My eyes could not focus. Had I been dreaming? My husband snored quietly at my side, unaware of the danger standing before us. I could hear my son rolling around in his bed, asleep and unaffected by the horror that hung in the house, waiting to errupt into chaos. I stifled the scream lodged in my throat. My heart thudded in my chest. Then I heard it …
“Mommy? I had a bad dream.”
It was my daughter.
How often had I asked her not to scare the living bejeezus out of me in the middle of the night? She is lucky I didn’t have the wherewithal to throw something at her. I was sure she was an undead creature there to, at the very least, hurt me while I lay in my bed.
“What the heck,” I exclaimed, after my heart returned to its rightful place in my chest.
“You told me not to come stand over you while you were sleeping, so I stood way over here.

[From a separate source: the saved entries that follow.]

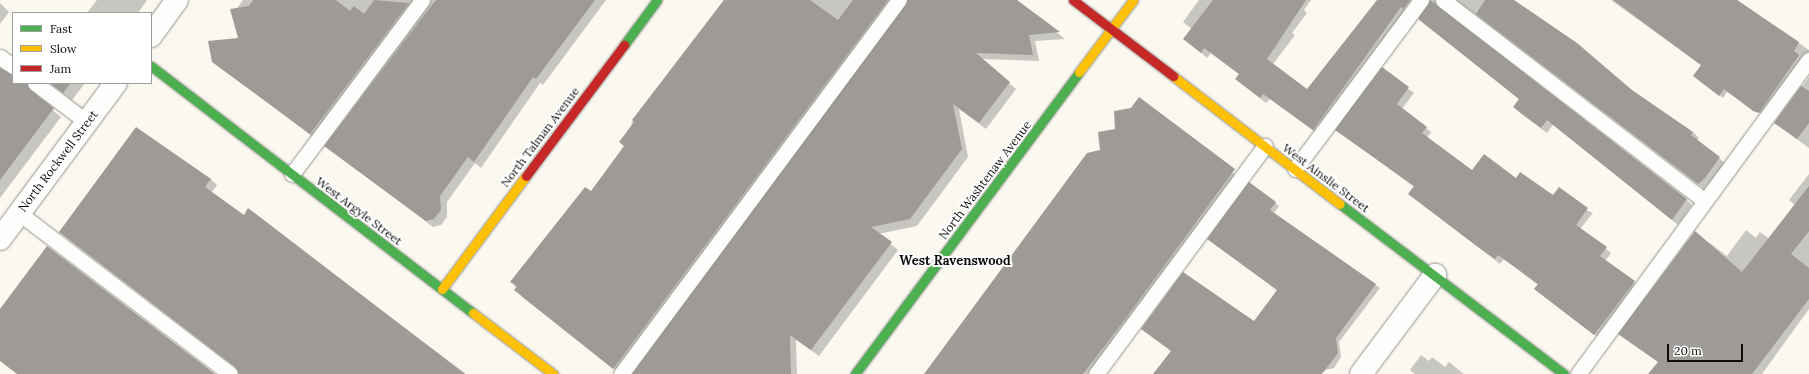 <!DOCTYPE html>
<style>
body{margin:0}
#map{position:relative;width:1809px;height:374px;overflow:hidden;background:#fbf8f0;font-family:Lora,serif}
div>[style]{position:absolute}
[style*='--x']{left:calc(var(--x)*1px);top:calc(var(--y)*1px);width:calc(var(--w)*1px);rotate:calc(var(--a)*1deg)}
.shadow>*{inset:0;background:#0003}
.building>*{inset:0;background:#9e9a96}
.roads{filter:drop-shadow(0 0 1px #94938f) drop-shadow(0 0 1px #94938f)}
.lane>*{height:15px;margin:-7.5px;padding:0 7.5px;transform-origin:7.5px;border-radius:7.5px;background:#fefefd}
.street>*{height:22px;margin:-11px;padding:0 11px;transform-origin:11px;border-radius:11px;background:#fefefd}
.fast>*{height:9px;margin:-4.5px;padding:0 4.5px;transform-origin:4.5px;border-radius:4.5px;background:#4caf50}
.slow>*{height:9px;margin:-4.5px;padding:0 4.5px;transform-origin:4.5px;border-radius:4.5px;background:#ffc107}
.jam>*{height:9px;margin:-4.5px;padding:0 4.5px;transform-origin:4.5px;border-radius:4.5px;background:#c62828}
span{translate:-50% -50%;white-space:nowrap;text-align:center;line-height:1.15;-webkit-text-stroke:4px #fff;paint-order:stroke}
.street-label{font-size:12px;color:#0d0d0d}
.neighbourhood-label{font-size:13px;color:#0d0d0d;font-weight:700}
.legend{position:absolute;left:12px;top:12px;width:140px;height:72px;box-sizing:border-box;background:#fff;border:1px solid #9e9e9e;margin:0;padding:5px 7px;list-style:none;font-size:12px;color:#0d0d0d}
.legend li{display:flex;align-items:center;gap:8px;height:20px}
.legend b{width:20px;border:1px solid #9e9e9e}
.scale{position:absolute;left:1667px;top:344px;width:76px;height:18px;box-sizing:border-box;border:2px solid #0d0d0d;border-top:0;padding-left:5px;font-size:12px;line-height:14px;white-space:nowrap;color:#0d0d0d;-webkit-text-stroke:3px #fff;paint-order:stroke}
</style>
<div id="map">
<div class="shadow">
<i style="clip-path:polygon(97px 0,147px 0,138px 13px,87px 13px)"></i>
<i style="clip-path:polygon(243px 0,424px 0,317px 140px,213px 62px,239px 39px,233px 14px)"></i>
<i style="clip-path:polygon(431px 0,606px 0,543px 85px,540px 83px,481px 168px,475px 163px,447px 202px,447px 217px,441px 225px,433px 227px,325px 146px)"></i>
<i style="clip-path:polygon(724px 0,1015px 0,1065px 39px,1035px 41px,1039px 61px,982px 59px,1016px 89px,986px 129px,959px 109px,968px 157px,917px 226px,878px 234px,898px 250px,819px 356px,796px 340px,797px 374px,633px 374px,907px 6px,907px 0,899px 1px,621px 374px,522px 297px,512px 282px,591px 193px,625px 146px,633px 120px)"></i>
<i style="clip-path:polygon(1199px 0,1311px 0,1304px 10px,1307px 13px,1292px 33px,1295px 35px,1273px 64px,1307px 90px,1379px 0,1424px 0,1319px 135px,1270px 99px,1266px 103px,1236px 79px,1239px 74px,1211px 53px,1207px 58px,1185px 39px,1192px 29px,1183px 22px)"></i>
<i style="clip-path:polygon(1430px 0,1443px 0,1443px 12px,1687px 200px,1692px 205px,1678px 225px,1553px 125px,1547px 133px,1520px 113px,1515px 107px,1520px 100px,1419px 19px)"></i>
<i style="clip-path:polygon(1456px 0,1514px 0,1631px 91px,1693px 132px,1699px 138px,1697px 141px,1725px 163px,1704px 189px)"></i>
<i style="clip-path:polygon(1611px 0,1737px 0,1809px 50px,1809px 57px,1763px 115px,1727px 92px,1723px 98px,1698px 79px,1702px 66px)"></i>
<i style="clip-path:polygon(0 3px,9px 12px,0 24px)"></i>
<i style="clip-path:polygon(0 69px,13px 73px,13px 83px,85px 83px,72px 100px,49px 83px,35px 86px,37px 97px,61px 117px,0 198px)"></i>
<i style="clip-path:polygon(1382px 69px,1414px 93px,1402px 109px,1431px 132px,1427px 138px,1472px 172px,1516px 179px,1593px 213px,1580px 229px,1611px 253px,1605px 261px,1639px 287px,1600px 339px,1540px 293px,1538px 285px,1504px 259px,1500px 264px,1414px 198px,1414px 187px,1337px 130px)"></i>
<i style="clip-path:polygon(1809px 77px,1809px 148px,1775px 123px)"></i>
<i style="clip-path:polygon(1140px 98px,1243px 181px,1098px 374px,925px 374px)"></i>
<i style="clip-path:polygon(136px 129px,211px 179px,217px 185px,211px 193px,244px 216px,248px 210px,466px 374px,238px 374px,237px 368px,60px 232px)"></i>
<i style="clip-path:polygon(1809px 174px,1809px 309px,1762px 374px,1724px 374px,1652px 327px,1637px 347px,1620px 334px,1695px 232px,1727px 256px,1746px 230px,1756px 238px,1760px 232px,1771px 240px,1796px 206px,1789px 200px)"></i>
<i style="clip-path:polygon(1275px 203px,1279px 206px,1274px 213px,1380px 288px,1339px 342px,1341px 357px,1334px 368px,1308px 374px,1155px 374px,1254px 323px,1278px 291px,1208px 239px)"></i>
<i style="clip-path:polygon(1421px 355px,1429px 361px,1432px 357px,1445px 367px,1449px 362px,1464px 374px,1415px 374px,1410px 370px)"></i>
</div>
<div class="building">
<i style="clip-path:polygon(253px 0,336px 0,350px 11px,354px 6px,364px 14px,374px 0,409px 3px,310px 134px,212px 62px,208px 41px,238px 38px,230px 9px,249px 6px)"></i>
<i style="clip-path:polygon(436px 0,595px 0,536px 79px,533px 77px,474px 162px,468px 157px,440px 196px,441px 210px,434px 219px,426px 221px,324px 146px)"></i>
<i style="clip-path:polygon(724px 0,810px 0,838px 20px,853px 0,888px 0,613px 369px,514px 290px,517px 286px,510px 282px,585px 187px,591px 191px,624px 146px,619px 142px,634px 122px,632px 120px)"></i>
<i style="clip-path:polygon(908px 0,1017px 0,1060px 32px,1029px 35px,1033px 55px,976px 53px,1010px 82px,979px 123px,953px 104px,962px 149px,910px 219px,871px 227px,892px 242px,811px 350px,790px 335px,791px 374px,632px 374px)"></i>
<i style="clip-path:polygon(1213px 0,1306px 0,1267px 59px,1307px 89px,1377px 0,1410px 0,1403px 9px,1401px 7px,1313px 130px,1263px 94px,1260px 98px,1235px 79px,1239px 74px,1204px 48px,1201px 53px,1183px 39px)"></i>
<i style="clip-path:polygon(1430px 0,1687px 199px,1672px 220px,1547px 120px,1541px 128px,1513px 107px,1519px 99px,1418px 19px)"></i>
<i style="clip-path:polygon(1485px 0,1514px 0,1577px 43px,1632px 90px,1693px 132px,1691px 135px,1720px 157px,1705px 178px,1698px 184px,1476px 14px)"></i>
<i style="clip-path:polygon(1613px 0,1737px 0,1799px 42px,1794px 51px,1799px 55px,1759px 113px,1753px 111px,1724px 89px,1719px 96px,1693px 76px,1701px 65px)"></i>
<i style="clip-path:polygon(1382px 67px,1409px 87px,1397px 104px,1427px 127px,1422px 133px,1472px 170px,1484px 154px,1516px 178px,1520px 172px,1553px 195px,1559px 187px,1588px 208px,1576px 225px,1607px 247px,1600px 256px,1635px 281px,1594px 335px,1534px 289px,1538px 284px,1498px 255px,1495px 259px,1478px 247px,1408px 194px,1414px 186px,1335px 130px)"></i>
<i style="clip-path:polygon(0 68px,13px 76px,13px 83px,26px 83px,30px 90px,54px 108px,0 180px)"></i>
<i style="clip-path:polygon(50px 83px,71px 83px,63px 93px)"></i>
<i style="clip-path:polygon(1801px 86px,1809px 91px,1809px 123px,1797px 139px,1774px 123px)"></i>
<i style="clip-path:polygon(1139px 97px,1235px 169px,1126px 318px,1083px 374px,924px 374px,1087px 153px,1100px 150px,1098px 132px,1115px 129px,1114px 111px,1131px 108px)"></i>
<i style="clip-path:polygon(136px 127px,211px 179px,205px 187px,244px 215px,248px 208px,465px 374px,239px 374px,235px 367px,59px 232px)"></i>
<i style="clip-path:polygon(1249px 182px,1276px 202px,1270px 210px,1376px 284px,1336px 338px,1338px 353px,1322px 374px,1153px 374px,1171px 351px,1141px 329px,1183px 272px,1254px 321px,1277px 290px,1207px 239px)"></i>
<i style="clip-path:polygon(1809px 186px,1809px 231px,1791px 254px,1809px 268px,1809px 299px,1752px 374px,1648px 374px,1658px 362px,1618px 334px,1695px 231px,1742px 272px)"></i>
<i style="clip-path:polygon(47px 246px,215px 374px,17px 374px,0 361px,0 309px)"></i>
</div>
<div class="roads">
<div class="lane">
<i style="--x:1443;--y:0;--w:330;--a:37.5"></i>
<i style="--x:0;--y:57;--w:16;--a:35"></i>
<i style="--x:35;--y:83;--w:65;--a:36.9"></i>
<i style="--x:1295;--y:169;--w:211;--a:-53.3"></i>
<i style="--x:292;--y:174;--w:217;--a:-53.2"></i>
<i style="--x:19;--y:213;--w:265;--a:37.3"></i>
<i style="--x:621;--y:374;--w:466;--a:-53.4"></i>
<i style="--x:1096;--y:374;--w:284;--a:-53.5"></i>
<i style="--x:1578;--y:374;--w:390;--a:-53.7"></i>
</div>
<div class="street">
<i style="--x:151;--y:36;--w:44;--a:-54.2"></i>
<i style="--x:0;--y:239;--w:194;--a:-53.4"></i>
<i style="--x:1361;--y:374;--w:124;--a:-53.2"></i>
</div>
<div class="fast">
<i style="--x:624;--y:45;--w:56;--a:-53.7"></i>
<i style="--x:151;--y:66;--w:406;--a:37.5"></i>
<i style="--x:1340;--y:204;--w:281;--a:37.2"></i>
<i style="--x:855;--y:374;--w:376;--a:-53.4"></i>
</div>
<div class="slow">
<i style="--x:1079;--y:72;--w:90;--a:-53.1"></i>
<i style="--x:1173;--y:76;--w:210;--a:37.5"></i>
<i style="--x:442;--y:289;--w:141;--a:-53.4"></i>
<i style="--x:473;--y:313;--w:101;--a:37.3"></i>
</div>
<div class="jam">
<i style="--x:1073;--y:0;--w:126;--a:37.2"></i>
<i style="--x:526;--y:176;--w:164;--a:-53.2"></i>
</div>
</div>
<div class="street-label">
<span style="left:540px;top:137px;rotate:-53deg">North Talman Avenue</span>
<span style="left:58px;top:161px;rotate:-53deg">North Rockwell Street</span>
<span style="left:1326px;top:178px;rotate:37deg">West Ainslie Street</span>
<span style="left:985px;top:180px;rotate:-53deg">North Washtenaw Avenue</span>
<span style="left:359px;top:211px;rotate:37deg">West Argyle Street</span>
</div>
<div class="neighbourhood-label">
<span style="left:955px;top:261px">West Ravenswood</span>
</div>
<ul class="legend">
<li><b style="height:5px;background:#4caf50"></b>Fast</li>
<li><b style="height:5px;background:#ffc107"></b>Slow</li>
<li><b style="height:5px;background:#c62828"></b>Jam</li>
</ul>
<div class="scale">20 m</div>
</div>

That way it wouldn’t scare you.”
Now, it’s quite possible I have seen too many horror flicks. I may just be a touch on the insane side, but anyone in my dark room, lurking while I sleep, is going to get hurt. It’s me or them, man! I swift shoe to their head is not an unreasonable response to a late-night intruder.
I take a breath to calm my nerves, then I quietly throw back my covers. I walk over to her, and take her by the hand, turning her body toward the hall that stretches to her room.
“Let’s get you back to sleep,” I softly say. “There is nothing in this house that is going to hurt you.”
“Mommy? Will you stay with me while I go back to sleep? I was scared.”
“Of course I will,” I answer in the most steady, sincere voice I can muster as we walk hand-in-hand back to her room.
Silently, in my head I add, “And tomorrow, we brush your hair and burn that nightgown!”